Uber plots reconquest of Europe — via smaller countries

Uber is switching up its game plan in Europe.

Encouraged by a wave of new taxi-liberalization laws, the American ride-hailing firm is betting that smaller states like Estonia and Croatia can help drive growth in what has often been a challenging European market.

At the same time, Uber is doubling down on its presence in big countries like France and Germany by offering a wide range of services — from bikes to food delivery — that it hopes will become baked into urban and rural transport circuits, a senior executive told POLITICO.

“Countries that maybe have a slightly smaller scale have managed to find very pragmatic solutions. By moving to what we see as very forward-looking regimes, a lot of those countries have allowed for pretty drastic business growth,” said Pierre-Dimitri Gore-Coty, Ubers vice president for international rides.
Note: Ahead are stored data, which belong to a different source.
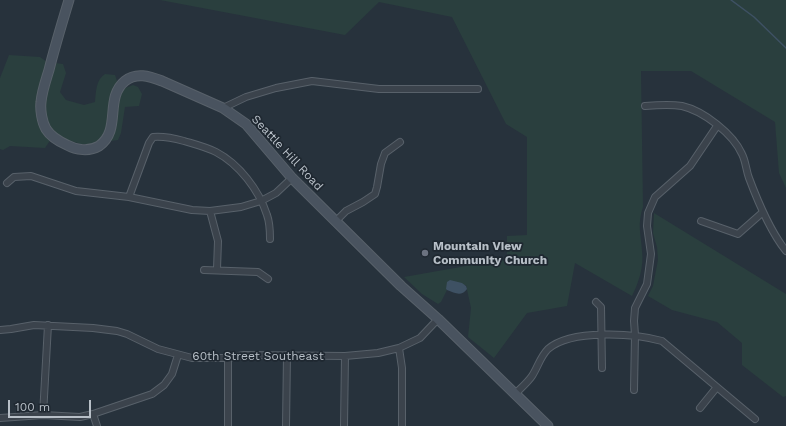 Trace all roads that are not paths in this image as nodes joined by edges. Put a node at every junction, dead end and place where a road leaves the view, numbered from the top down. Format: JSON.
{"nodes":[{"id":1,"x":69,"y":0,"type":"edge"},
{"id":2,"x":478,"y":89,"type":"dead end"},
{"id":3,"x":645,"y":106,"type":"dead end"},
{"id":4,"x":223,"y":108,"type":"junction"},
{"id":5,"x":717,"y":126,"type":"junction"},
{"id":6,"x":400,"y":142,"type":"dead end"},
{"id":7,"x":292,"y":178,"type":"junction"},
{"id":8,"x":7,"y":183,"type":"dead end"},
{"id":9,"x":130,"y":197,"type":"junction"},
{"id":10,"x":261,"y":201,"type":"junction"},
{"id":11,"x":210,"y":210,"type":"junction"},
{"id":12,"x":763,"y":212,"type":"junction"},
{"id":13,"x":336,"y":221,"type":"junction"},
{"id":14,"x":701,"y":221,"type":"dead end"},
{"id":15,"x":270,"y":239,"type":"dead end"},
{"id":16,"x":786,"y":251,"type":"edge"},
{"id":17,"x":217,"y":269,"type":"junction"},
{"id":18,"x":204,"y":270,"type":"dead end"},
{"id":19,"x":268,"y":279,"type":"dead end"},
{"id":20,"x":596,"y":302,"type":"dead end"},
{"id":21,"x":438,"y":318,"type":"junction"},
{"id":22,"x":48,"y":326,"type":"junction"},
{"id":23,"x":0,"y":330,"type":"edge"},
{"id":24,"x":602,"y":335,"type":"junction"},
{"id":25,"x":635,"y":335,"type":"junction"},
{"id":26,"x":399,"y":348,"type":"junction"},
{"id":27,"x":178,"y":355,"type":"junction"},
{"id":28,"x":287,"y":355,"type":"junction"},
{"id":29,"x":345,"y":356,"type":"junction"},
{"id":30,"x":228,"y":358,"type":"junction"},
{"id":31,"x":602,"y":368,"type":"dead end"},
{"id":32,"x":717,"y":387,"type":"junction"},
{"id":33,"x":634,"y":390,"type":"dead end"},
{"id":34,"x":515,"y":394,"type":"junction"},
{"id":35,"x":700,"y":408,"type":"dead end"},
{"id":36,"x":93,"y":414,"type":"junction"},
{"id":37,"x":43,"y":415,"type":"junction"},
{"id":38,"x":0,"y":418,"type":"edge"},
{"id":39,"x":755,"y":419,"type":"dead end"},
{"id":40,"x":97,"y":426,"type":"edge"},
{"id":41,"x":228,"y":426,"type":"edge"},
{"id":42,"x":286,"y":426,"type":"edge"},
{"id":43,"x":344,"y":426,"type":"edge"},
{"id":44,"x":402,"y":426,"type":"edge"},
{"id":45,"x":548,"y":426,"type":"edge"}],
"edges":[{"from":1,"to":4,"type":"main road","name":"Seattle Hill Road"},
{"from":2,"to":4,"type":"street"},
{"from":3,"to":5,"type":"street"},
{"from":4,"to":7,"type":"main road","name":"Seattle Hill Road"},
{"from":5,"to":12,"type":"street"},
{"from":5,"to":25,"type":"street"},
{"from":6,"to":13,"type":"street"},
{"from":7,"to":10,"type":"street"},
{"from":7,"to":13,"type":"main road","name":"Seattle Hill Road"},
{"from":8,"to":9,"type":"street"},
{"from":9,"to":10,"type":"street"},
{"from":9,"to":11,"type":"street"},
{"from":10,"to":11,"type":"street"},
{"from":10,"to":15,"type":"street"},
{"from":11,"to":17,"type":"street"},
{"from":12,"to":14,"type":"street"},
{"from":12,"to":16,"type":"street"},
{"from":13,"to":21,"type":"main road","name":"Seattle Hill Road"},
{"from":17,"to":18,"type":"street"},
{"from":17,"to":19,"type":"street"},
{"from":20,"to":24,"type":"street"},
{"from":21,"to":26,"type":"street","name":"60th Street Southeast"},
{"from":21,"to":34,"type":"main road","name":"Seattle Hill Road"},
{"from":22,"to":23,"type":"street","name":"60th Street Southeast"},
{"from":22,"to":27,"type":"street","name":"60th Street Southeast"},
{"from":22,"to":37,"type":"street"},
{"from":24,"to":25,"type":"street"},
{"from":24,"to":31,"type":"street"},
{"from":24,"to":34,"type":"street"},
{"from":25,"to":32,"type":"street"},
{"from":25,"to":33,"type":"street"},
{"from":26,"to":29,"type":"street","name":"60th Street Southeast"},
{"from":26,"to":44,"type":"street"},
{"from":27,"to":30,"type":"street","name":"60th Street Southeast"},
{"from":27,"to":36,"type":"street"},
{"from":28,"to":29,"type":"street","name":"60th Street Southeast"},
{"from":28,"to":30,"type":"street","name":"60th Street Southeast"},
{"from":28,"to":42,"type":"street"},
{"from":29,"to":43,"type":"street"},
{"from":30,"to":41,"type":"street"},
{"from":32,"to":35,"type":"street"},
{"from":32,"to":39,"type":"street"},
{"from":34,"to":45,"type":"main road","name":"Seattle Hill Road"},
{"from":36,"to":37,"type":"street"},
{"from":36,"to":40,"type":"street"},
{"from":37,"to":38,"type":"street"}]} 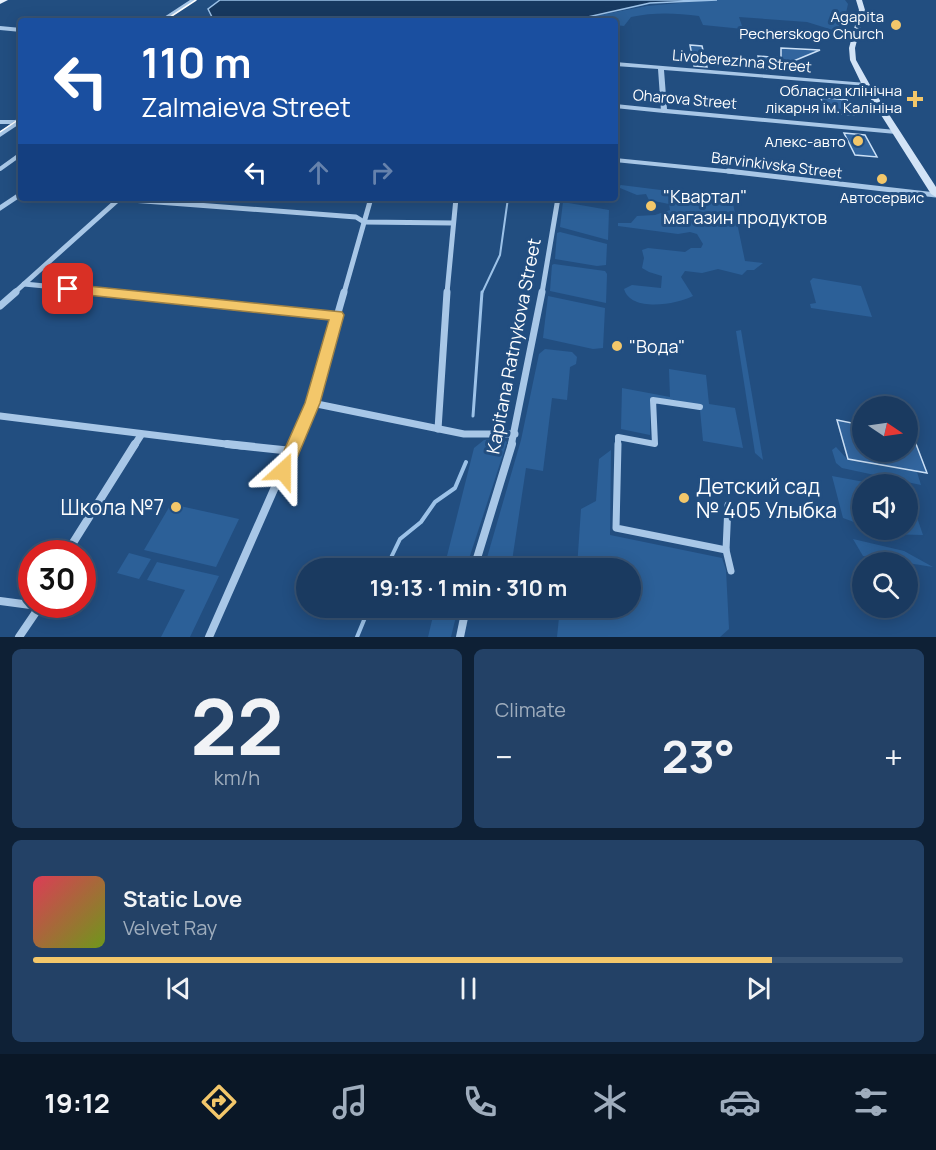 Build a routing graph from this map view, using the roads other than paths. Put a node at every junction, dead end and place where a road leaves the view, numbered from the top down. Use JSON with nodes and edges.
{"nodes":[{"id":1,"x":193,"y":0,"type":"edge"},
{"id":2,"x":203,"y":0,"type":"edge"},
{"id":3,"x":859,"y":0,"type":"edge"},
{"id":4,"x":165,"y":18,"type":"edge"},
{"id":5,"x":176,"y":18,"type":"edge"},
{"id":6,"x":0,"y":28,"type":"edge"},
{"id":7,"x":18,"y":30,"type":"edge"},
{"id":8,"x":618,"y":64,"type":"edge"},
{"id":9,"x":661,"y":68,"type":"junction"},
{"id":10,"x":866,"y":86,"type":"junction"},
{"id":11,"x":618,"y":106,"type":"edge"},
{"id":12,"x":664,"y":111,"type":"junction"},
{"id":13,"x":18,"y":114,"type":"edge"},
{"id":14,"x":18,"y":121,"type":"edge"},
{"id":15,"x":18,"y":122,"type":"edge"},
{"id":16,"x":2,"y":123,"type":"edge"},
{"id":17,"x":896,"y":132,"type":"junction"},
{"id":18,"x":0,"y":135,"type":"edge"},
{"id":19,"x":18,"y":156,"type":"edge"},
{"id":20,"x":618,"y":160,"type":"edge"},
{"id":21,"x":0,"y":169,"type":"edge"},
{"id":22,"x":936,"y":194,"type":"edge"},
{"id":23,"x":18,"y":196,"type":"edge"},
{"id":24,"x":117,"y":201,"type":"edge"},
{"id":25,"x":145,"y":201,"type":"edge"},
{"id":26,"x":370,"y":201,"type":"edge"},
{"id":27,"x":456,"y":201,"type":"edge"},
{"id":28,"x":558,"y":201,"type":"edge"},
{"id":29,"x":0,"y":208,"type":"edge"},
{"id":30,"x":364,"y":222,"type":"junction"},
{"id":31,"x":453,"y":224,"type":"junction"},
{"id":32,"x":24,"y":284,"type":"junction"},
{"id":33,"x":0,"y":306,"type":"edge"},
{"id":34,"x":337,"y":315,"type":"junction"},
{"id":35,"x":312,"y":403,"type":"junction"},
{"id":36,"x":700,"y":407,"type":"dead end"},
{"id":37,"x":0,"y":416,"type":"edge"},
{"id":38,"x":438,"y":429,"type":"junction"},
{"id":39,"x":515,"y":434,"type":"junction"},
{"id":40,"x":141,"y":435,"type":"junction"},
{"id":41,"x":292,"y":451,"type":"junction"},
{"id":42,"x":728,"y":505,"type":"dead end"},
{"id":43,"x":75,"y":540,"type":"edge"},
{"id":44,"x":726,"y":550,"type":"junction"},
{"id":45,"x":477,"y":558,"type":"edge"},
{"id":46,"x":731,"y":571,"type":"dead end"},
{"id":47,"x":0,"y":601,"type":"edge"},
{"id":48,"x":18,"y":603,"type":"edge"},
{"id":49,"x":30,"y":618,"type":"edge"},
{"id":50,"x":464,"y":618,"type":"edge"},
{"id":51,"x":19,"y":637,"type":"edge"},
{"id":52,"x":209,"y":637,"type":"edge"},
{"id":53,"x":460,"y":637,"type":"edge"}],
"edges":[{"from":1,"to":4,"type":"street"},
{"from":2,"to":5,"type":"street"},
{"from":3,"to":10,"type":"main road"},
{"from":6,"to":7,"type":"street"},
{"from":8,"to":9,"type":"street","name":"Livoberezhna Street"},
{"from":9,"to":10,"type":"street","name":"Livoberezhna Street"},
{"from":9,"to":12,"type":"street"},
{"from":10,"to":17,"type":"main road"},
{"from":11,"to":12,"type":"street","name":"Oharova Street"},
{"from":12,"to":17,"type":"street","name":"Oharova Street"},
{"from":13,"to":16,"type":"street"},
{"from":14,"to":16,"type":"street"},
{"from":15,"to":18,"type":"street"},
{"from":17,"to":22,"type":"main road"},
{"from":19,"to":21,"type":"street"},
{"from":20,"to":22,"type":"street","name":"Barvinkivska Street"},
{"from":23,"to":29,"type":"street"},
{"from":24,"to":32,"type":"street"},
{"from":25,"to":30,"type":"street"},
{"from":26,"to":30,"type":"street"},
{"from":27,"to":31,"type":"street"},
{"from":28,"to":39,"type":"street","name":"Kapitana Ratnykova Street"},
{"from":30,"to":31,"type":"street"},
{"from":30,"to":34,"type":"street"},
{"from":31,"to":38,"type":"street"},
{"from":32,"to":33,"type":"street"},
{"from":32,"to":34,"type":"street"},
{"from":34,"to":35,"type":"street"},
{"from":35,"to":38,"type":"street"},
{"from":35,"to":41,"type":"street"},
{"from":36,"to":44,"type":"street"},
{"from":37,"to":40,"type":"street"},
{"from":38,"to":39,"type":"street"},
{"from":39,"to":45,"type":"street","name":"Kapitana Ratnykova Street"},
{"from":40,"to":41,"type":"street"},
{"from":40,"to":43,"type":"street"},
{"from":41,"to":52,"type":"street"},
{"from":42,"to":44,"type":"street"},
{"from":44,"to":46,"type":"street"},
{"from":47,"to":48,"type":"street"},
{"from":49,"to":51,"type":"street"},
{"from":50,"to":53,"type":"street"}]}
The fresh push comes as the company strives to become profitable following a troubled stock market listing in May and a string of major losses, including a $5.2 billion loss in the second quarter of this year.
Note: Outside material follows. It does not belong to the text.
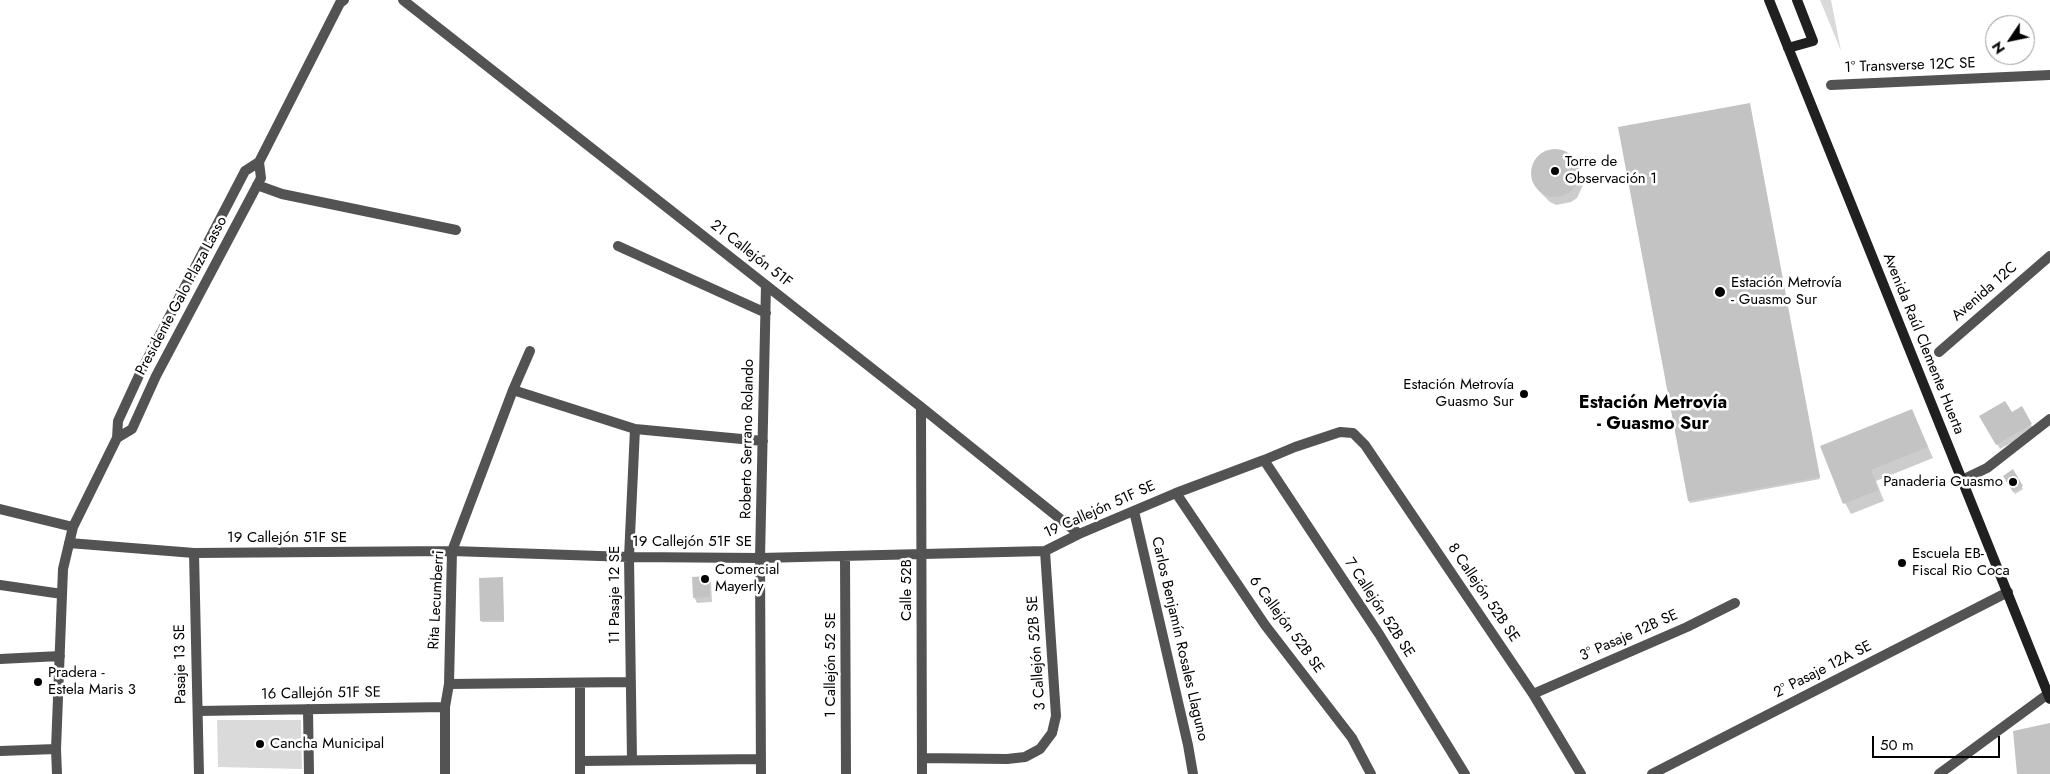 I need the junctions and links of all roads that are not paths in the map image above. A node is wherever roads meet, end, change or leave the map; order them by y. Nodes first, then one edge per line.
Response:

As Uber takes a more collaborative approach to European authorities and regulators, its changing its modus operandi.

A major part of that effort goes through Europe, where the first non-U.S. Uber service launched in 2011 in Paris. The vast consumer bloc, with 500 million potential customers, is a crucial market for the tech giant, but its also where Uber has faced some of its toughest battles, including all-out bans in some countries and episodes of street violence between its drivers and taxi worker rivals in others.

Having declared a truce with Europe back in 2018 under Chief Executive Dara Khosrowshahi, the firm is now looking hard again at how to find growth on the Continent — and its finding promise in smaller countries that have overhauled their taxi laws in the past few years.

In Northern Europe, Estonia led the way in 2017, with Finland following suit. Norways new taxi laws will enter into force in January 2020. Nearly all countries in Central and Eastern Europe have or are in the process of liberalizing their taxi laws. Croatia and Slovakia opened up their taxi markets in 2018, while Romania and Poland adopted new taxi laws earlier this year and Polands taxi reform will enter into force in January 2020.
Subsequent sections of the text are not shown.